In my working with Windows Store apps, I’ve become increasingly fond/aware of the advantages for app localization. There are a lot of resources out there for you to localize your app using a good-better-best approach as well. I’ve previously written about localizing a Windows Store app using some of these methods and what the WinRT platform supports to make this easier in most cases.
Now that you’ve localized your app, you may be faced with the question of how you might want to respond to language choice changes by the user. Remember that the Windows Store app model is that it honors the user’s language choice preferences matching that with the available languages the app indicates it supports. This may not always map to the user’s installed OS language. For instance I can have an English OS install but prefer German in my apps and set my language preference to: de-DE, en-US. If a Windows Store app was localized in German, then I would see that version instead of English because my preferences say so, regardless of my OS install.
Language switching problem
Now, I’m not as proficient in German as I’d like to be, so there may be times where I need to flip back to English to understand certain areas of an app. I can do this easily by going to the languages panel and switching my order of preference:
But when I go back to my app, it is still in German…until I terminate/restart the app. Let’s say I started the app and it honors my language preference:
Now I go and change back to English and click the button to take me to page 2. It is still in German even though my language preference list is now: en-US; de-DE.

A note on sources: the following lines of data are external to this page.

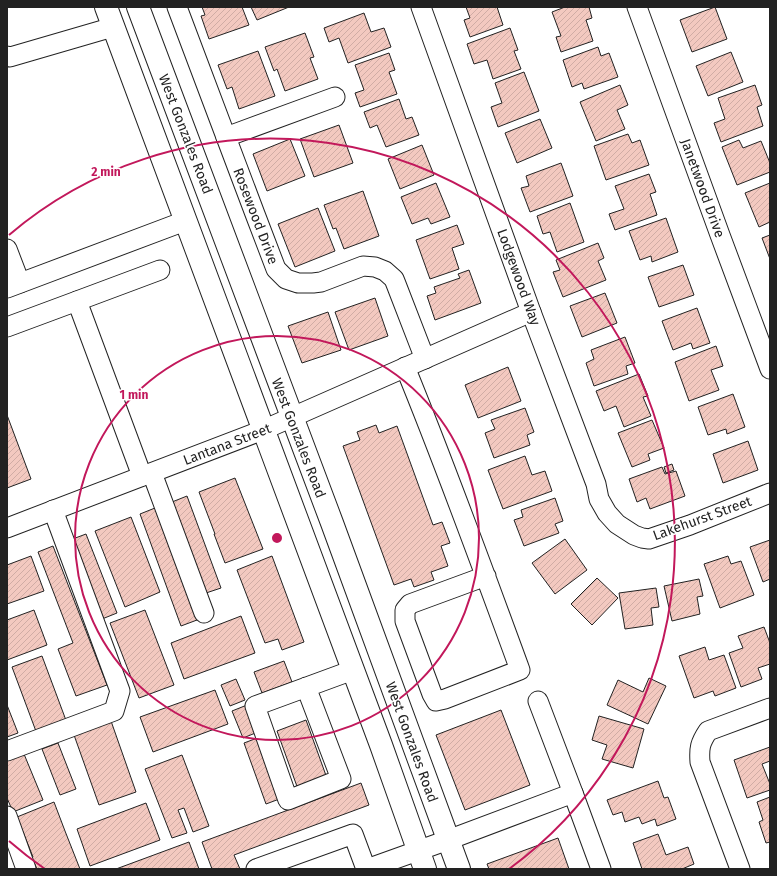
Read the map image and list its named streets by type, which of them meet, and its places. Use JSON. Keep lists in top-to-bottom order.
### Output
{
  "streets": {
    "main road": ["West Gonzales Road"],
    "street": [
      "Janetwood Drive",
      "Rosewood Drive",
      "Lodgewood Way",
      "Lantana Street",
      "Lakehurst Street"
    ]
  },
  "crossings": [
    ["West Gonzales Road", "Lantana Street"],
    ["Rosewood Drive", "Lantana Street"],
    ["Lodgewood Way", "Lantana Street"],
    ["Lodgewood Way", "Lakehurst Street"]
  ],
  "rings": ["2 min", "1 min"]
}
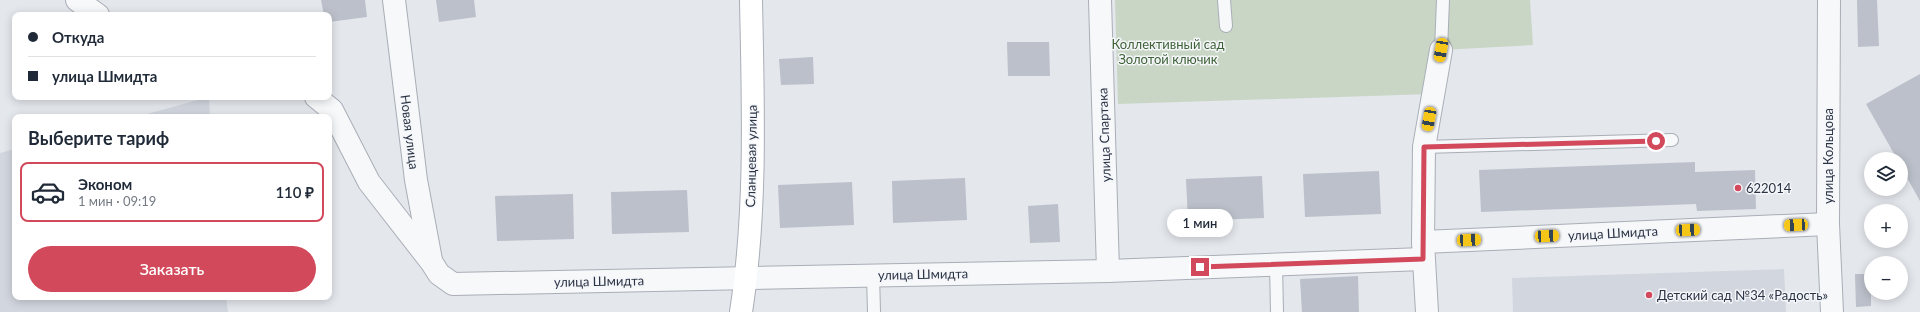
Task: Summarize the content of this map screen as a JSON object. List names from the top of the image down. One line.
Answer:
{"streets":{"main road":["Сланцевая улица"],"street":["Новая улица","улица Спартака","улица Кольцова","улица Шмидта"]},"crossings":[["Новая улица","улица Шмидта"],["улица Спартака","улица Шмидта"],["Сланцевая улица","улица Шмидта"],["улица Кольцова","улица Шмидта"]],"parks":["Коллективный сад Золотой ключик"],"places":["622014","Детский сад №34 «Радость»"],"page":{"banner":["Откуда","улица Шмидта"],"heading":"Выберите тариф","map_buttons":["+","−"],"list":[{"name":"Эконом","note":"1 мин · 09:19","value":"110 ₽"}],"bubble":"1 мин","buttons":"Заказать"}}
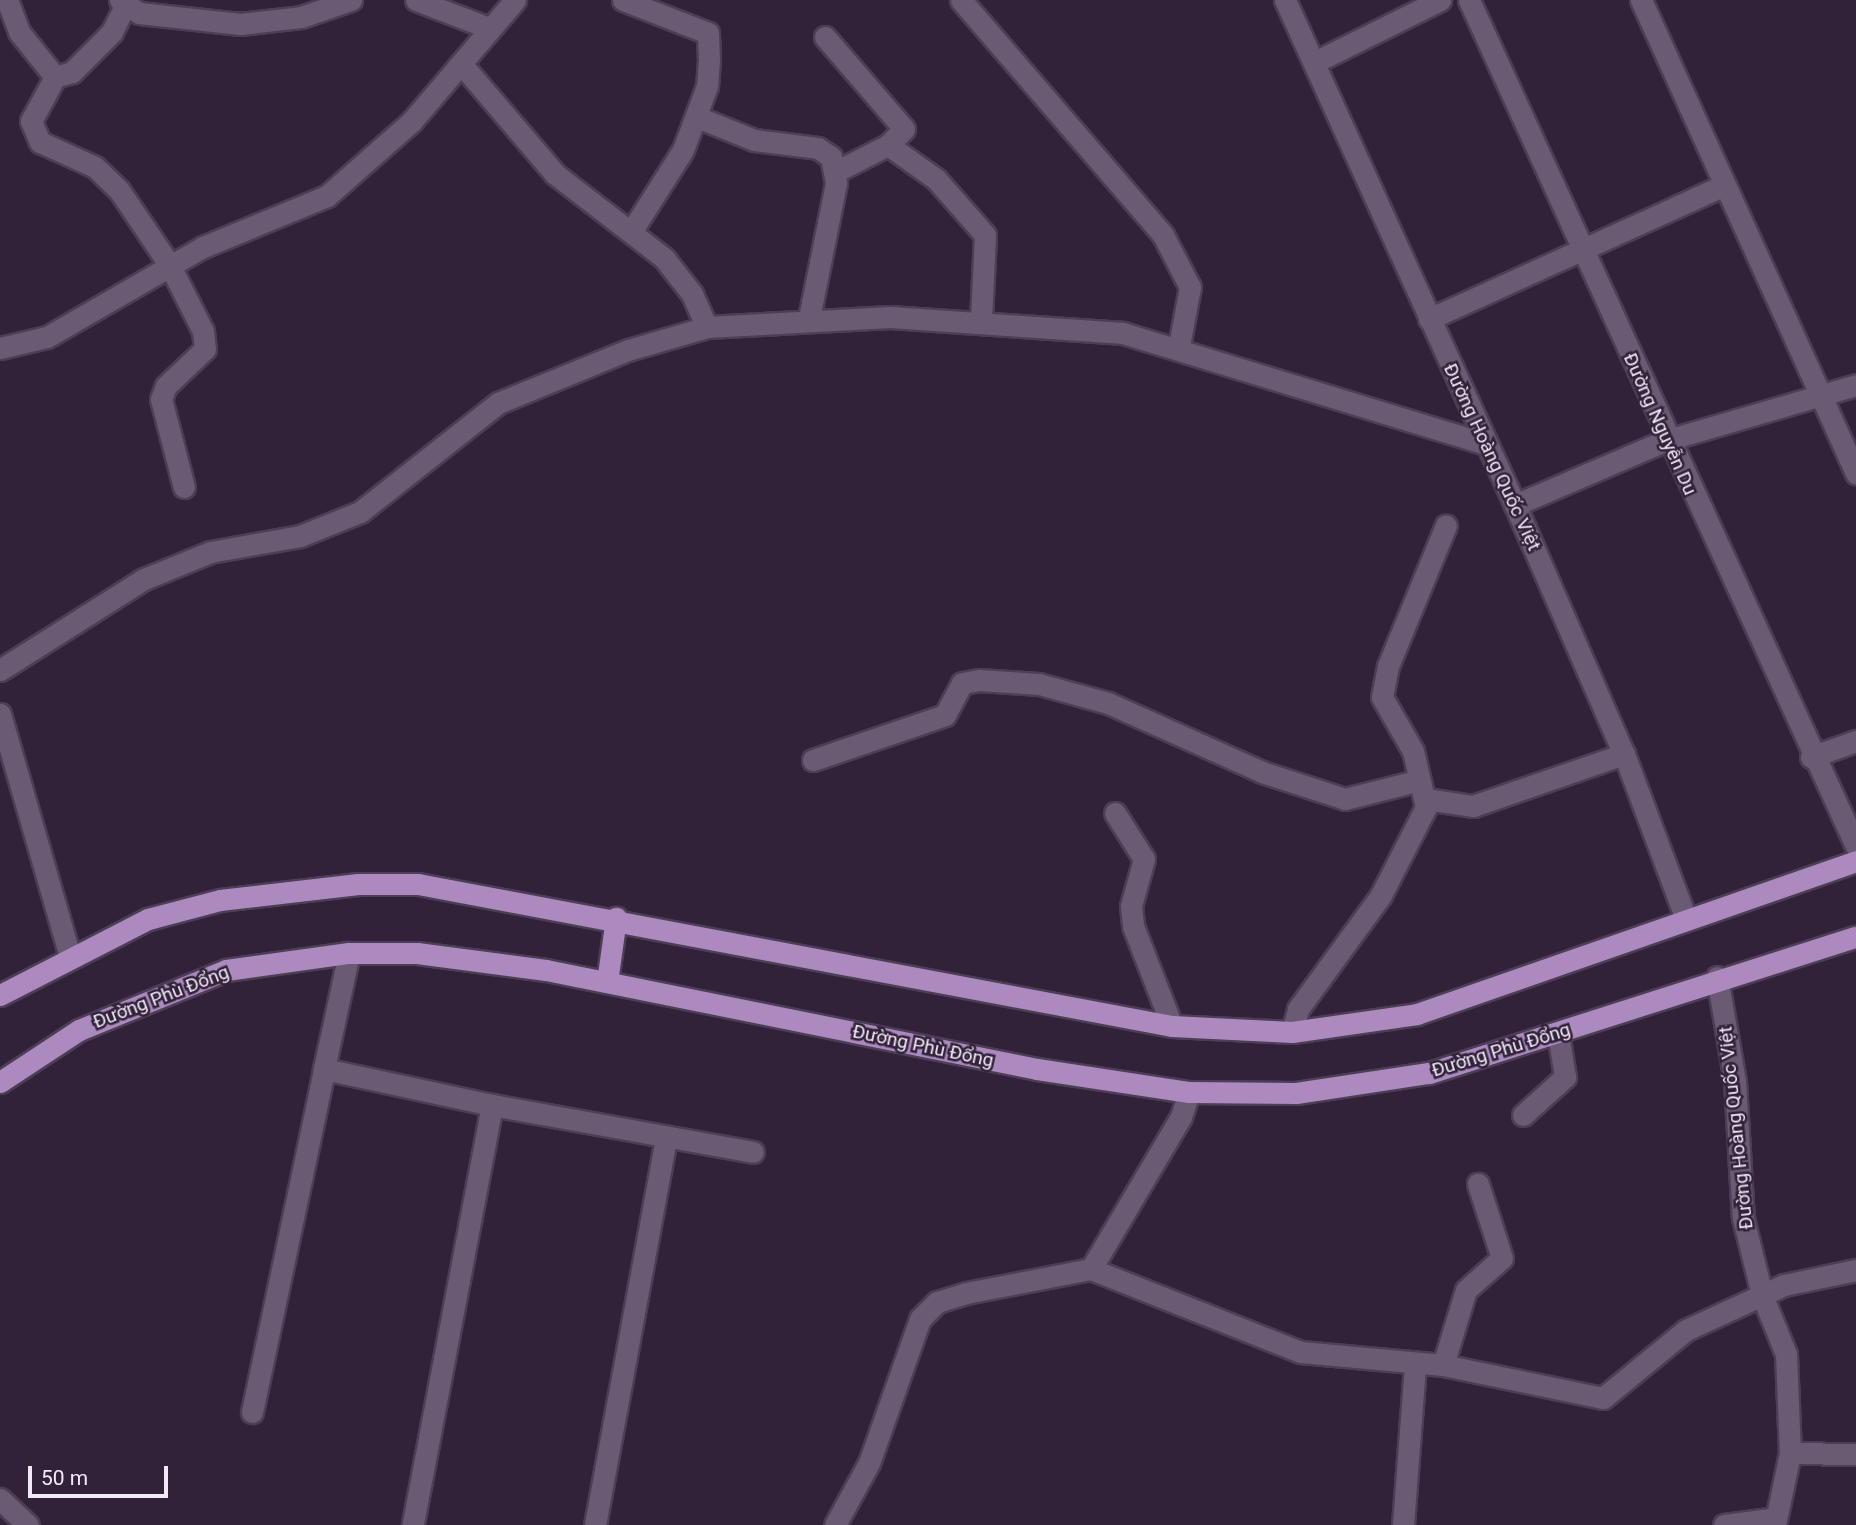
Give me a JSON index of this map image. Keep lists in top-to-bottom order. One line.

The XAML framework doesn’t automatically re-evaluate the resource cache in response to these changes. This is something the developer has to manage and luckily there are some easy steps you can do to make this experience better for your users.
We should point out that this is likely a rare case that a user of your app is constantly switching languages and switching back to your app, but having your app support this is a delighter for your users when it does happen.
Solution: listening to qualifier updates
There are APIs to the rescue here! When you switch your language preferences, the system actually is aware of it, however the context that your app already had at launched has been cached…and thus it will still be delivering the original context-aware resources. Good for us is that the APIs can let us know when this happens and we can respond.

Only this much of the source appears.